Two and a half years later I was exhausted, and so were Meradi and my other children.
One morning in an individualized education plan (IEP) meeting, I was told ever so gently that in Meradi’s case the words “developmentally delayed” meant what I dreaded—mentally retarded. She was not going to reach milestones more slowly, as I had hoped, but instead she would be limited for life. I struggled with my belief that “God can do anything.” I refused to accept this prognosis no matter what the tests said. I denied not only reality, but also God’s power to work in circumstances beyond our abilities.
That same morning, the speech pathologist and school director told me they had never seen disarthria, a speech condition, so severe. Meradi would never speak, they said. Instead, sign language would become her method of communication.
Grief lay upon me like a dark and heavy blanket. I was angry with God. I cried until my eyes ached and I had no more tears. My throat felt as if I were being choked. My dream for Meradi died. I could not give her what I expected from myself. In truth, I was guilty of the sin of pride but too selfish at that point to notice.
And yet Meradi seemed happy just the way she was. She was loved, she belonged, she was safe and secure and her tummy was full. She had parents, brothers and a sister who loved her. She went to church to learn about Jesus, and she had friends. She lacked nothing.
We plunged into learning sign language, which proved to be fun and positive. Meradi longed to “sing” in children’s choir at church and I knew it, so I figured out signs for a simple song my other children were learning, which Meradi practiced eagerly. On Sunday I asked the choir director if Meradi could join them that evening.

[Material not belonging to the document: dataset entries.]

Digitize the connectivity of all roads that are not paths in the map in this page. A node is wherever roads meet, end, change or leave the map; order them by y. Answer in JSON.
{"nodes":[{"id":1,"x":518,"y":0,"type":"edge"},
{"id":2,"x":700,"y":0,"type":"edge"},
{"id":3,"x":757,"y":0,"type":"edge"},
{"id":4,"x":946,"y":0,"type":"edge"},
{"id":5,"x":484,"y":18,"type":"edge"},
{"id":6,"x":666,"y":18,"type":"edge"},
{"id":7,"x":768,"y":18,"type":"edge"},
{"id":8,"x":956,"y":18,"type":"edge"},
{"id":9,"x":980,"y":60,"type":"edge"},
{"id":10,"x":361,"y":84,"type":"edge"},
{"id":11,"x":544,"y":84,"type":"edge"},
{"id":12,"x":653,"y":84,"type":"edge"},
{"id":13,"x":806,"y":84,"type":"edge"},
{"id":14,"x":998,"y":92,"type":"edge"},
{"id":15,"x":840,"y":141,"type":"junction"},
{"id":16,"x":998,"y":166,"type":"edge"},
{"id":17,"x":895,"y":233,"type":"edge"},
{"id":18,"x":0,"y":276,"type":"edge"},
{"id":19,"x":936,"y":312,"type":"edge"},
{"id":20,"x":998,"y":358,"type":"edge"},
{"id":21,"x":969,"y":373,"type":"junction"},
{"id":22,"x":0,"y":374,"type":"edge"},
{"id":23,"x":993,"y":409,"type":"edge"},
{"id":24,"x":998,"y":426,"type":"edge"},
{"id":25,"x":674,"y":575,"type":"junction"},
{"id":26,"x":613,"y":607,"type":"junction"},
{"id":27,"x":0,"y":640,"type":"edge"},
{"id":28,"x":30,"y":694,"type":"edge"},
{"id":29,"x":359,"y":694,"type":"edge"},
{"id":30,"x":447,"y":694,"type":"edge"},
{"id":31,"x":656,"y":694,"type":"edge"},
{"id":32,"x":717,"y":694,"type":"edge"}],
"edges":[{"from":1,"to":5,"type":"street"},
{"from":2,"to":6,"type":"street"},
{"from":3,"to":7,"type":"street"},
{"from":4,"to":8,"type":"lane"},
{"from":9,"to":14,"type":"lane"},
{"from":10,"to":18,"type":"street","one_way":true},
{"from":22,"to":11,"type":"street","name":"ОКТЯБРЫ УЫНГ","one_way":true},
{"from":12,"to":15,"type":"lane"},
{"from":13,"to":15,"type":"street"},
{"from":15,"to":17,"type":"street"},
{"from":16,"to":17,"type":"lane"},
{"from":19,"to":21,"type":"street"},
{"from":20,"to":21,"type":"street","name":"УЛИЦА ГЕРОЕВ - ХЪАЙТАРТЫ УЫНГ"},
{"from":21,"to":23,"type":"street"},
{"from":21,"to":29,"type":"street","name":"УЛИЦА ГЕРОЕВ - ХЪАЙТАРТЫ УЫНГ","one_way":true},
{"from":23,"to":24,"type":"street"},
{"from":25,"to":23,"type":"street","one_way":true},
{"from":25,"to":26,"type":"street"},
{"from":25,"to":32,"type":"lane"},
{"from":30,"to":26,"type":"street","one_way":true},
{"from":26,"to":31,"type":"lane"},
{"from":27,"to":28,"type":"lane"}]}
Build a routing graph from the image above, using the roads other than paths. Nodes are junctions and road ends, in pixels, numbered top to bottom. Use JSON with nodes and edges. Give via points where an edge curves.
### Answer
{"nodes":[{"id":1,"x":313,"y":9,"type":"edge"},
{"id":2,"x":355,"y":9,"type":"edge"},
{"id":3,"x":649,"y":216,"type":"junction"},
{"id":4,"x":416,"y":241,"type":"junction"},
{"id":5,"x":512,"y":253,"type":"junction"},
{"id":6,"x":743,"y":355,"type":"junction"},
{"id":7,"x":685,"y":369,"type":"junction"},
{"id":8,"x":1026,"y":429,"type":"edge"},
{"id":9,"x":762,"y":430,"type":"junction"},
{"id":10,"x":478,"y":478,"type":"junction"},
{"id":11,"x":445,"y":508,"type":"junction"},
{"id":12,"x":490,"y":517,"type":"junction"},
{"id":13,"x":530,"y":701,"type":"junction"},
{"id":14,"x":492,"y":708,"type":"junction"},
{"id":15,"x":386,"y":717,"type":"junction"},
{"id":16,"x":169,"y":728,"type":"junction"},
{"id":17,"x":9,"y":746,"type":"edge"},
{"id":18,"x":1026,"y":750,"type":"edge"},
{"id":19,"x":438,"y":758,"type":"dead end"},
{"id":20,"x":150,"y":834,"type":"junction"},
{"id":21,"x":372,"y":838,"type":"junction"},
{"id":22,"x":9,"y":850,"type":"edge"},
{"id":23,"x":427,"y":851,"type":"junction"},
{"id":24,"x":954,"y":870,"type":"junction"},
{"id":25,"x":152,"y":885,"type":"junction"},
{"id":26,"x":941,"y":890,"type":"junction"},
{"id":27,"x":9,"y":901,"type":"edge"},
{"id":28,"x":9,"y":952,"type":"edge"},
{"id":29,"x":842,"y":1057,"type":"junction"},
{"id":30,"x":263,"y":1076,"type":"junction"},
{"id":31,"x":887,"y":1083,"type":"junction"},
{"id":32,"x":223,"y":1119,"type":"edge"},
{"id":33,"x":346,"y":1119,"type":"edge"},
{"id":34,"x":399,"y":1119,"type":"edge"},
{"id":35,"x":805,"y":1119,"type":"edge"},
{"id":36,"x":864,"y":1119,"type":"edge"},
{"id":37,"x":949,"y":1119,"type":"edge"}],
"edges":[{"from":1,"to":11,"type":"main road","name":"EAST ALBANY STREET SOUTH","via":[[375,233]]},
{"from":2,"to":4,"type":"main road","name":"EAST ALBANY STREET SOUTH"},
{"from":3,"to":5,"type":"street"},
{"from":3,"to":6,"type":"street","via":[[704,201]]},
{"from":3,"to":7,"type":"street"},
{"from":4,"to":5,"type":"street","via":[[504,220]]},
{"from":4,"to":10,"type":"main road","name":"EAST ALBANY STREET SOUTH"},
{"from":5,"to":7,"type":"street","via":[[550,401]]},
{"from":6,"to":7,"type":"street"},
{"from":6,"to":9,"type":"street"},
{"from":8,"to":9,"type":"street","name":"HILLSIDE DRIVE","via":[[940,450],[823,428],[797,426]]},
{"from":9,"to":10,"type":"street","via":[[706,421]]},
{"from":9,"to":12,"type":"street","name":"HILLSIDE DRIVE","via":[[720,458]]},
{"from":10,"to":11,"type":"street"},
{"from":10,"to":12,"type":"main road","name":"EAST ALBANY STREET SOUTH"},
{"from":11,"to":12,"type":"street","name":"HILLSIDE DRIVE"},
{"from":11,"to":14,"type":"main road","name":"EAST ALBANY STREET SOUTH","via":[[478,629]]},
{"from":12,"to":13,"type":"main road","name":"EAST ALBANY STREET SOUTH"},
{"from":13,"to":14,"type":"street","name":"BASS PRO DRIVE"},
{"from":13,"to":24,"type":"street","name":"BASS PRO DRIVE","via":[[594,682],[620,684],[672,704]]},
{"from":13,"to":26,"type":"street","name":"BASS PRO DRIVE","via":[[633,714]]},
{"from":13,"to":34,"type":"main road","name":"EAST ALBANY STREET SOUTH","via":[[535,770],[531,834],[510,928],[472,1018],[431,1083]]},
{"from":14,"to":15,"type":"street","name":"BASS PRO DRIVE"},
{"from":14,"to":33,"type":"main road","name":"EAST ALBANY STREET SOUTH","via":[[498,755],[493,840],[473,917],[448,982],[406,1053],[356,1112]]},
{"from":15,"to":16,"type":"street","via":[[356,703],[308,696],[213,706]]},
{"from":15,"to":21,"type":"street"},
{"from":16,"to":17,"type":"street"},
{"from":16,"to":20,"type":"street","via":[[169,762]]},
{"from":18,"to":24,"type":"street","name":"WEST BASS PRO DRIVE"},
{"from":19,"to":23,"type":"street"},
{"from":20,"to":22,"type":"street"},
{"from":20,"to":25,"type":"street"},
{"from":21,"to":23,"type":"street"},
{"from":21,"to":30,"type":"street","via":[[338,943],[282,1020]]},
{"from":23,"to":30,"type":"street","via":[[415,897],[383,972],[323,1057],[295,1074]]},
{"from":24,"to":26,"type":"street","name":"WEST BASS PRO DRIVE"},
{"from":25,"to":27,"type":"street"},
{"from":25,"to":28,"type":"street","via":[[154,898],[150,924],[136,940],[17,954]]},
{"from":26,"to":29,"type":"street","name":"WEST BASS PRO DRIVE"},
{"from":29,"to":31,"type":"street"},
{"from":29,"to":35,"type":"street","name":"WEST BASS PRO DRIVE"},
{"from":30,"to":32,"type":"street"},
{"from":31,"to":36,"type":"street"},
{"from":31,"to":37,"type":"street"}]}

The lights in the sanctuary dimmed. A light above the choir shone down on the children. The music began. If Jesus had stood before me that moment I would have been no more profoundly moved by Him than I was by the sight of one little girl, with one disabled hand, signing the words of a simple children’s song. She poured out in praise all the love in her heart. Her smile, her confidence and her joy were there for all to see. I was the one who was healed that night. Healed and humbled beyond what mere words can express. God needed no spoken words to be glorified. He only needed a small, humble, trusting and joyful little girl, who is what Meradi had always been.
That night I apologized to my daughter for pushing her and working her so hard in the past with oral exercises and monotonous, repetitious sound production. Meradi, whose name means “wisdom” in Thai, smiled at me with her lovely, dark eyes, as if she knew all along that love more than anything else had been my overriding motivation. Meradi was born that night in a way, because for me, it was the beginning of the rest of her life. I understood from that moment on that my job was to love and nurture my daughter—and to let God continue to mold her.
Since Meradi’s homecoming, my husband and I have adopted seven children, five of whom have Down syndrome. The words “developmentally delayed” no longer threaten us, they merely present challenges. I’ve learned that a child with life-long challenges is able to glorify the Creator in a lovely, poignant way, even more than an articulate, bright person too prideful and strong-willed to yield to the will of God.